Gamba Grass Spead Simulation
This project funded by Territory NRM’s Regional Landcare partnership project delivered two dynamic simulation models to illustrate Gamba Grass spread in the Top-End of the Northern Territory. Both models were designed to help describe challenges around Gamba Grass spread and control. The First Model explores gamba spread and management issues at a regional scale, the second extends some of the basic spread principles to simulate Gamba movement across the whole of the Top-End.
Model 1 Background.
This model seeks to show some of the key factors that moderate Gamba spread and assist with thinks about how it could be most effectively contained. Gamba moves through two primary means; via In situ spread assisted by wind and along networks of roads or rivers.
In situ spread is substantially accelerated by fire, both through increasing the rate of growth and by Gamba seed being ‘thrown’ downwind during fire events. Network spread is primarily due to vehicles carrying seeds to new locations. In this model Gamba pick up and dropping is most likely to occurs at road intersections and intersections with drainage lines. These are the points where people are most likely to stop for utilitarian or recreational (fishing) purposes.
The model has three types of vehicles, town cars that just stick to high-way, bush cars that go on arterial roads, and 4WD cars that can travel on all tracks. When vehicles pick up Gamba they change colour to green. They will keep driving untill either they leave the map area or drop their Gamba seed.

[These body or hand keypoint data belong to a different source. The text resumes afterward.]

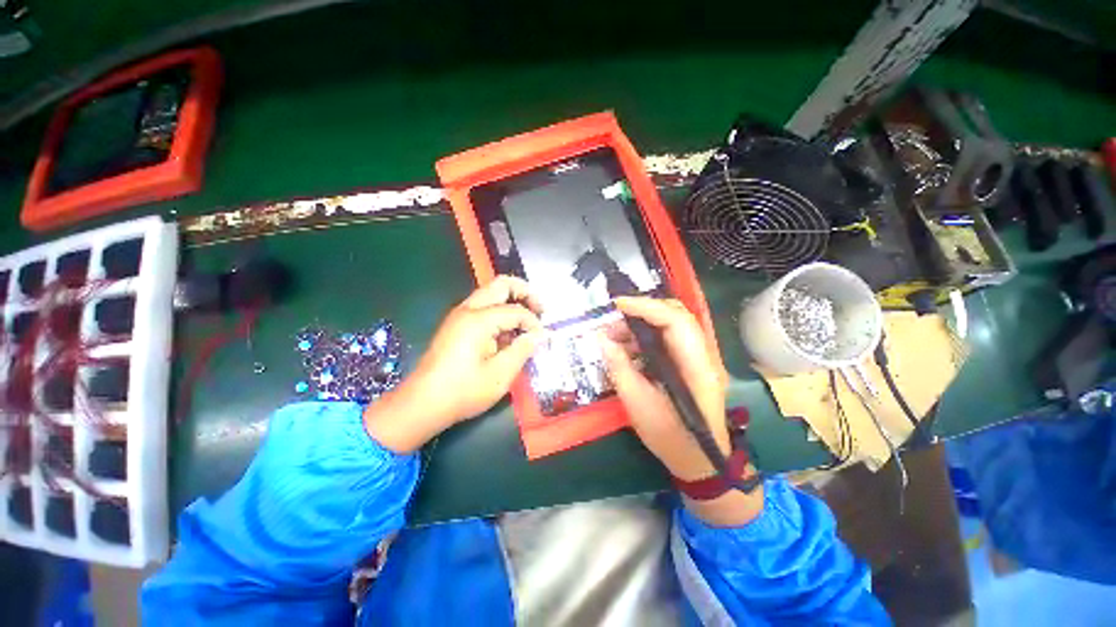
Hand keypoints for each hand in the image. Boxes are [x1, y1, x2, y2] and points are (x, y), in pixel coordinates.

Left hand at [364, 276, 543, 452]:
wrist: (422, 403)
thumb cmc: (463, 391)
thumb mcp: (500, 374)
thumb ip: (523, 349)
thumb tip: (540, 334)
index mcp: (478, 320)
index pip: (516, 310)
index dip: (533, 323)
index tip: (541, 340)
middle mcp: (468, 309)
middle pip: (501, 284)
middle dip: (525, 293)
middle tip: (540, 310)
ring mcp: (459, 315)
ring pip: (491, 293)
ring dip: (512, 300)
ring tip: (526, 321)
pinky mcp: (456, 324)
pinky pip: (482, 306)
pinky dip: (500, 310)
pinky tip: (507, 332)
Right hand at [599, 296, 762, 525]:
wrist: (698, 460)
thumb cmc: (670, 437)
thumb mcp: (638, 403)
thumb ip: (619, 367)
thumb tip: (602, 339)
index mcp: (696, 366)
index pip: (676, 321)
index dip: (646, 307)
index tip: (618, 305)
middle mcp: (702, 355)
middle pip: (676, 316)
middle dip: (643, 312)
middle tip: (614, 321)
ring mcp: (696, 358)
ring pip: (670, 326)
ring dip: (641, 326)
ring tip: (614, 338)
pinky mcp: (687, 363)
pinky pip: (666, 340)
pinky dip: (644, 339)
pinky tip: (626, 349)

Gamba is also known to travel along drainage lines via animals carrying seed or seed being carried by flowing water. However, the primary means of Gamba moving along watercourses is unknown. In this simulation, drainage spread is modelled using Buffalo, pigs or wallabies as vectors of movement. They will appear and pick up gamba seed when Gamba sprouts along drainage areas.
Another significant mover of Gamba can be grading equipment if not cleaned after working in a Gamba infested area. Using herbicide on Gamba can be effective in killing off gamba areas it although it may require a number of applications
Building a better understanding of the multiple interacting variables affecting Gamba spread.

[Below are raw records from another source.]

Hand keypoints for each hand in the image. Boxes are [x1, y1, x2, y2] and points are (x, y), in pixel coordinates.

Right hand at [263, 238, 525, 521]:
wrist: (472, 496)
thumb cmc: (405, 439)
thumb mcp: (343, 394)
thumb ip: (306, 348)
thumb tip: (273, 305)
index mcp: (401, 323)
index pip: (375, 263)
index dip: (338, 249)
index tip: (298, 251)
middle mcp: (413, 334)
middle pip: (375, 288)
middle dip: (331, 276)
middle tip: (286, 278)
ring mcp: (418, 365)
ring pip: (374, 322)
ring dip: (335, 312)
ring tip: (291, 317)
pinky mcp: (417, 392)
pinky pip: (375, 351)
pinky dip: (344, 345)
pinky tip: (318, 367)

Be understood by both land managers and general landscape users (e.g. tourists, fishers, hunters, kids in schools, general community members, contractors)
Engage people who would not otherwise voluntarily take a role in Gamba grass management.

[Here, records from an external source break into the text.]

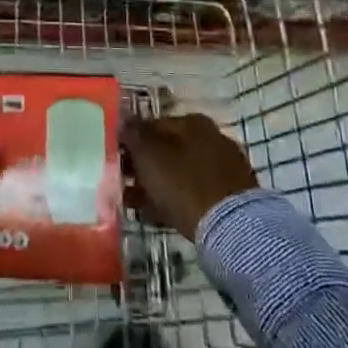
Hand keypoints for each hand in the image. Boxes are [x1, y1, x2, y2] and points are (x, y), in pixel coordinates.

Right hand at [123, 113, 257, 240]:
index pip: (152, 124)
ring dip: (156, 183)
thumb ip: (134, 135)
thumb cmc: (183, 183)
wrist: (232, 228)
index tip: (116, 159)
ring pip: (179, 171)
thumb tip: (124, 119)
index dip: (130, 141)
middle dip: (143, 164)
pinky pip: (193, 191)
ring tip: (133, 201)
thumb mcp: (149, 155)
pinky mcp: (231, 195)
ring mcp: (223, 166)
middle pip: (167, 148)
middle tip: (123, 181)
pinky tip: (157, 213)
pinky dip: (174, 199)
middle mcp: (210, 137)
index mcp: (192, 122)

Demonstrate that Gamba is a manageable weed in the landscape when people act quickly to address it.
Demonstrate how key management interventions could reduce Gamba spread;
Don’t burn it
Restrict off-road movement in Gamba areas.
Monitor likely points of spread
Manage small outbreaks.
Clean grading machinery
This video shows some of the models features and settings.
This video demonstrates a scenario of a dirty grader line introducing Gamba then being spread with fire.
Model 2 Background.
This model seeks to show some of the key factors that moderate Gamba spread and assist with thinking about how it could be most effectively contained. The model simulates how Gamba moves through two primary means; via In situ spread assisted by wind and along networks of roads or rivers. Network spread is primarily due to vehicles carrying seeds to new locations. Modelling was based on expert knowledge from NTG Weeds branch and TNRM staff. The model is initiated with Gamba mapping data of Gamba density produced by Northern Territory Governments (NTG) Weeds Branch.
Insitu spread is modeled both as an increase in local density and movement out from a current location. Outward movement probability increases as density increases. The Outward spread is also weighted towards a northwesterly direction to mirror the dominant southeasterly winds that drive seed dispersal.
Gamba moves preferentially along road networks with the greatest movement from high-density infestations.
3. Gamba (network) spread probability decreases with distance from current infestation.
4. Gamba is more likely to be dropped and sprout where people stop at road intersections or waterways.
The model is not attempting to predict spread, rather illustrate process and risks associated with gamba spread and control.
An example run of the model is shown below. Year time steps are estimated.
These models were created in Netlogo modelling and simulation software. This is free open-source
software that can be downloaded and installed on any computer to run the models described.